### Directions
Your output should match the listing below word for word, without any images.

### Data
━━━
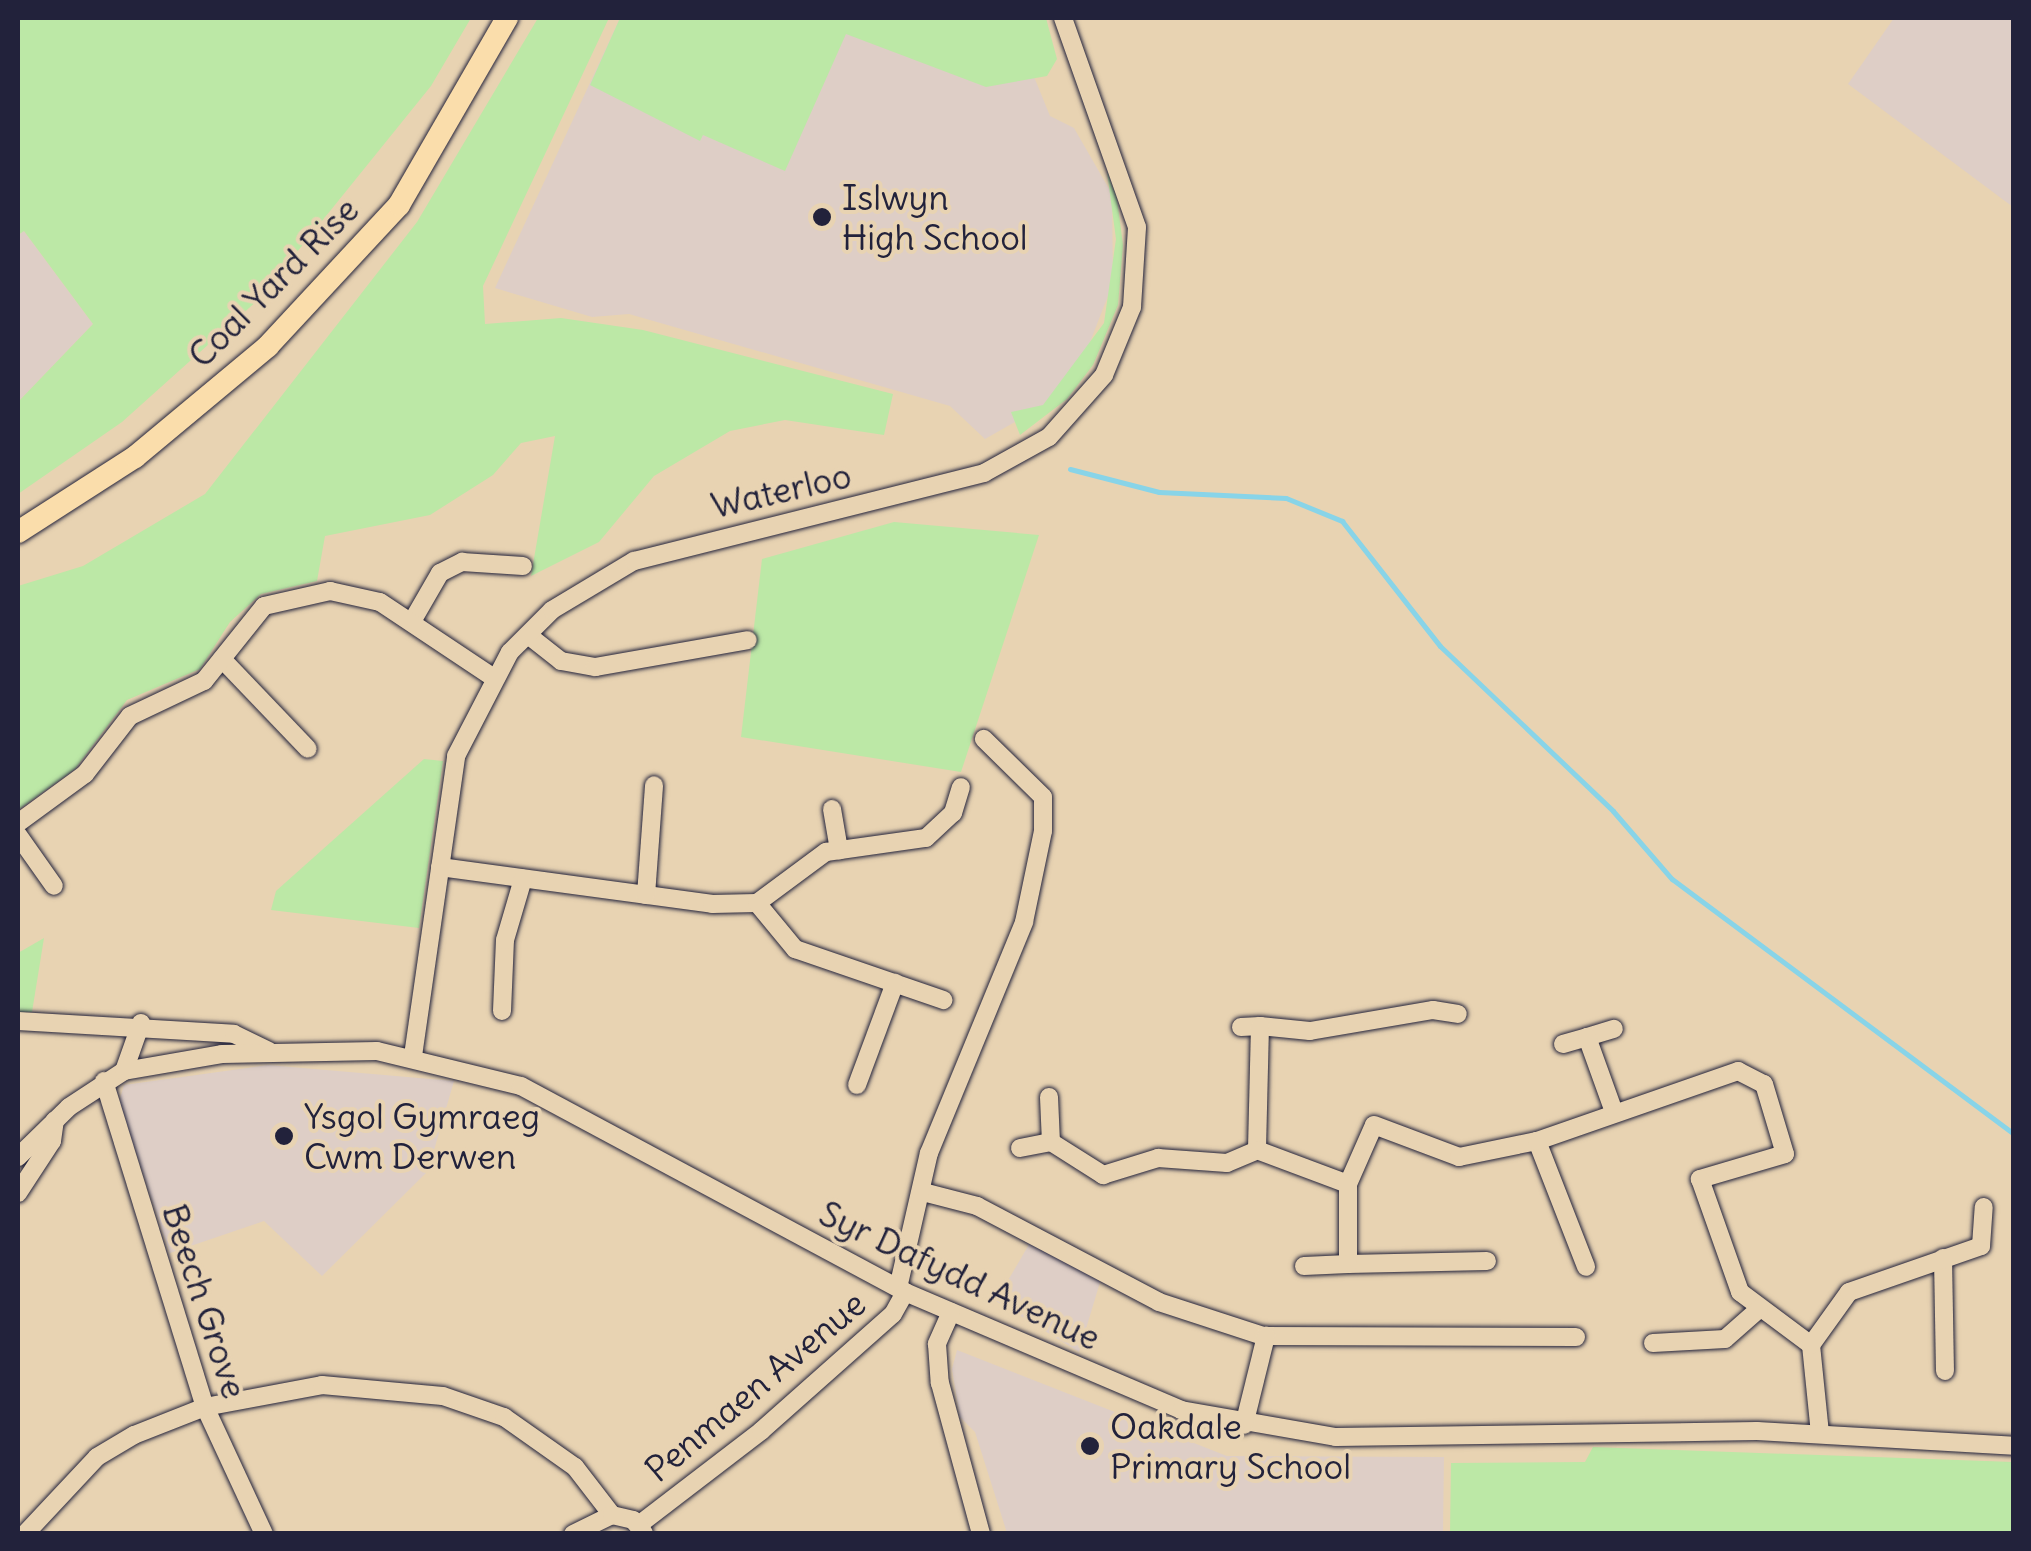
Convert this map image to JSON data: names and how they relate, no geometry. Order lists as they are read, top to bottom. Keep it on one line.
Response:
{"streets":{"main road":["Coal Yard Rise"],"street":["Waterloo","Syr Dafydd Avenue","Beech Grove","Penmaen Avenue"]},"crossings":[["Waterloo","Syr Dafydd Avenue"],["Syr Dafydd Avenue","Penmaen Avenue"]],"places":["Islwyn High School","Ysgol Gymraeg Cwm Derwen","Oakdale Primary School"]}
━━━
### Answer below
Convert this map image to JSON data: names and how they relate, no geometry. Order lists as they are read, top to bottom. Keep it on one line.
Response:
{"streets":{"main road":["Coal Yard Rise"],"street":["Waterloo","Syr Dafydd Avenue","Beech Grove","Penmaen Avenue"]},"crossings":[["Waterloo","Syr Dafydd Avenue"],["Syr Dafydd Avenue","Penmaen Avenue"]],"places":["Islwyn High School","Ysgol Gymraeg Cwm Derwen","Oakdale Primary School"]}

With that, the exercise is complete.